I was finishing up my breakfast this morning when the effervescent host of the Today show teased their upcoming story, How To Keep Your Kids Entertained During The Winter Break. She said this with feigned urgency, as if school-age kids now have the attention spans and hyperactivity levels of a pack of border collies and need to have a ball thrown twenty-four hours a day, lest they chew up the sofa.
I zoned out Summer Barnswallow, or whatever her name was, and rinsed out my oatmeal bowl, put it in the dishwasher, poured a fresh cup of coffee and started thinking. I had a great mom, but I don’t think, even once, she worried about keeping my siblings or me entertained. As long as we weren’t jumping on the bed and poking our heads through the ceiling and into the attic, we were left to entertain ourselves. She cooked for us, bought us clothes, worried about taxes and bills, worked a full-time job and provided a nice, comfortable home. Our personal entertainment was on us.
The school kids in the neighborhood in which I live have just begun their mid-winter recess and a weeklong break from school. This mid-winter break used to be called Washington’s or Lincoln’s birthday, and we had a single day off from school for one guy or the other, dependent upon George or Abe’s ability to be born on a school day that year. One day off, maybe, but not an entire week. Our schooling must not have been as arduous for us, where we came off of a long Christmas vacation and barely eight weeks later, got another week off:
“I’m so exhausted, Sister Mary Francis Begonia. I need a weeklong mid-winter break.”
“You need a break? I understand. Rest your head while I fetch the holy knuckle stick. Do you think Jesus had a break!?”
Maybe kids wouldn’t be so worn-out if they weren’t forced to lug a dresser-sized backpack around all day as if they were pack mules hauling gold chunks out of a mine.
As I said, my mom was great, but she had a healthy laissez-faire relationship regarding our entertainment. The guidelines were simple: Unless there was a tornado, go outside and play, be home when the streetlights come on, no smoking, no drinking, no stealing and church on Sunday. We could watch whatever we wanted on TV at night, so long as it was Mannix, Perry Mason, Ed Sullivan, The Wonderful World of Disney or The Beverly Hillbillies, and only after our homework was done. Twilight Zone was a wonderful and twisted diversion from the usual norm but Mom was a little suspicious of my reasons for watching I Dream of Jeannie and Bewitched. “But it’s funny, Mom,” I said.

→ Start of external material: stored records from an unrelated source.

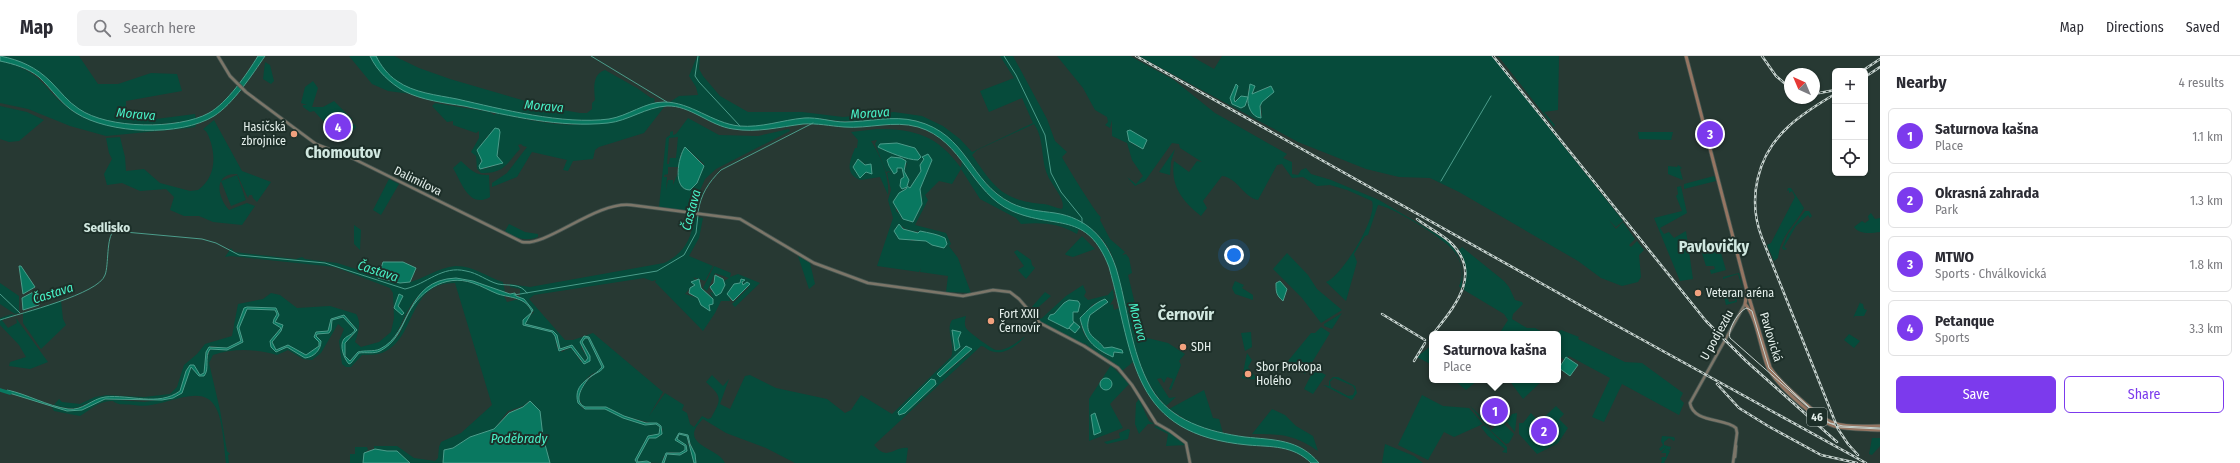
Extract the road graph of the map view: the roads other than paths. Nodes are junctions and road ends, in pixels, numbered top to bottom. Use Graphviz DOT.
graph roads {
  1 [pos="218,56"];
  2 [pos="1686,56"];
  3 [pos="1747,291"];
  4 [pos="1745,303"];
  5 [pos="1753,313"];
  6 [pos="1771,371"];
  7 [pos="1880,426"];
  8 [pos="1880,430"];
  9 [pos="1190,463"];
  10 [pos="1733,463"];
  1 -- 9 [label="main road, Dalimilova"];
  2 -- 3 [label="main road, Pavlovická / 46"];
  3 -- 4 [label="main road, U podjezdu"];
  3 -- 5 [label="main road, Pavlovická / 46"];
  4 -- 5 [label="main road"];
  4 -- 10 [label="main road, U podjezdu"];
  5 -- 6 [label="main road, Pavlovická / 46"];
  5 -- 6 [label="main road, Pavlovická / 46"];
  6 -- 7 [label="main road, 46"];
  6 -- 8 [label="main road, 46"];
}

We also read a lot, so we all had our own library card, and each of us would be responsible for getting our books back on time. The late fee of a dime came out of our allowance or, in my case, my paper route income, so the incentive was high to get our books back in a timely manner.
We did have board games, but in hindsight, Monopoly was probably a little entrepreneurial for a ten-year-old, although when we did play, my older sister was the banker and I was the car.
We played Checkers and Sorry a lot, and we did jigsaw puzzles. We also played Solitaire, Crazy Eights, and Rummy. If I think about that now, it sounds as if we were raised in a nursing home. Admittedly, we were only a generation removed from chasing a hoop down the street with a stick, so it really didn’t take much to entertain us.
I could spend an entire day digging holes in the dirt in the backyard and be perfectly happy. In the winter, and because we used to measure daily snowfall rates with yardsticks, I could build a wholly satisfying snow fort with a shovel and a coal bucket, and I wouldn’t come inside until my mittens were more ice than wool. I never had any feeling in my hands or toes until July and I’m surprised I still have a discernible pair of earflaps.
We never took vacations. Ever. I don’t remember ever being away from my house for longer than a day. In the summer, we’d go to the beach or maybe to my grandparent’s house, but that’s about it. We did take a day trip to Crystal Beach Amusement Park in Canada once, which was the best thing ever on several levels. One, a different country. Two, a roller coaster that went out over Lake Ontario. Three, carny food. Four, we got to smuggle firecrackers across the border in our underwear. Come to find out, many years later, that my wife, the curly-haired daughter of German immigrant parents, lived right down the street. Small world.
That was it, though. For the most part, we had more than enough to do, and if we ever uttered the phrase, “Mom, I’m bored,” we’d regret it. There was always something that needed cleaning, mowing, shoveling or painting. Before there was Angie’s List for home contractors and day labor, parents had kids.
So as I sit in the office, being drawn to the outdoors on this beautiful and sunny February morning, I can see one, now two, and now several more kids walking around, kicking at the ground as if they’ve recently awakened from hibernation, unsure of what to do with themselves. They are unplugged and far away from a router. They appear to be in unfamiliar territory, resembling foreign tourists in their own front yards. Still, there they are, in the bright February sun, squinting like fruit bats and giving it their best shot. I have to applaud that and hey, if they’re bored, I’ve got a barrel hoop and a stick in the garage. The learning curve shouldn’t be any harder than learning how to double-tap on an iPad.